EXERCISE DESCRIPTION:
If an entry contains a picture, leave the picture out and reproduce everything else in the records below exactly.

DATA:
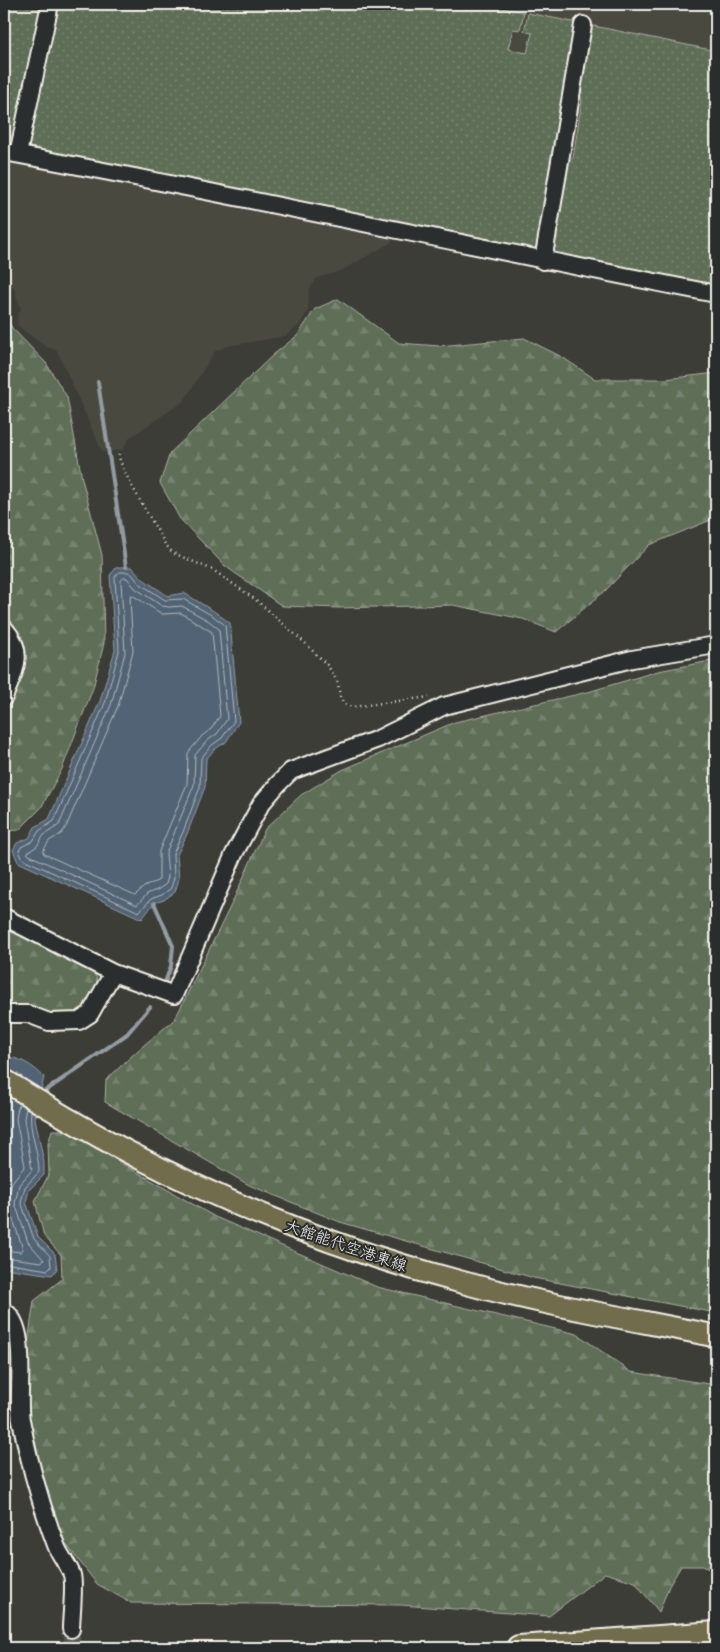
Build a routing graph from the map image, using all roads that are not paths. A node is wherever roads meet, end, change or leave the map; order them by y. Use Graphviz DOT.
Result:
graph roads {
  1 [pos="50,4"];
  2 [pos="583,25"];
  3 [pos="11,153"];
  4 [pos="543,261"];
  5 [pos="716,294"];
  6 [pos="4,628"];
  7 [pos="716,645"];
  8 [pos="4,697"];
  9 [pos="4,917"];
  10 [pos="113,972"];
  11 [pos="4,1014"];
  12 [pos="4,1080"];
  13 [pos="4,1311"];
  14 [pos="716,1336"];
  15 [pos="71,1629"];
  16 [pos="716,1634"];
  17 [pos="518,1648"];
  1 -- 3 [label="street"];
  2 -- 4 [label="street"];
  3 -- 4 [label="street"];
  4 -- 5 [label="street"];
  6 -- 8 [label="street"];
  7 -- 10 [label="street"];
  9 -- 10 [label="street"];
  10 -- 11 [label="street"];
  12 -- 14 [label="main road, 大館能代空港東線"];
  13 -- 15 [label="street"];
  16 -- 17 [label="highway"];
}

OUTPUT FOR THIS EXERCISE:
Build a routing graph from the map image, using all roads that are not paths. A node is wherever roads meet, end, change or leave the map; order them by y. Use Graphviz DOT.
Result:
graph roads {
  1 [pos="50,4"];
  2 [pos="583,25"];
  3 [pos="11,153"];
  4 [pos="543,261"];
  5 [pos="716,294"];
  6 [pos="4,628"];
  7 [pos="716,645"];
  8 [pos="4,697"];
  9 [pos="4,917"];
  10 [pos="113,972"];
  11 [pos="4,1014"];
  12 [pos="4,1080"];
  13 [pos="4,1311"];
  14 [pos="716,1336"];
  15 [pos="71,1629"];
  16 [pos="716,1634"];
  17 [pos="518,1648"];
  1 -- 3 [label="street"];
  2 -- 4 [label="street"];
  3 -- 4 [label="street"];
  4 -- 5 [label="street"];
  6 -- 8 [label="street"];
  7 -- 10 [label="street"];
  9 -- 10 [label="street"];
  10 -- 11 [label="street"];
  12 -- 14 [label="main road, 大館能代空港東線"];
  13 -- 15 [label="street"];
  16 -- 17 [label="highway"];
}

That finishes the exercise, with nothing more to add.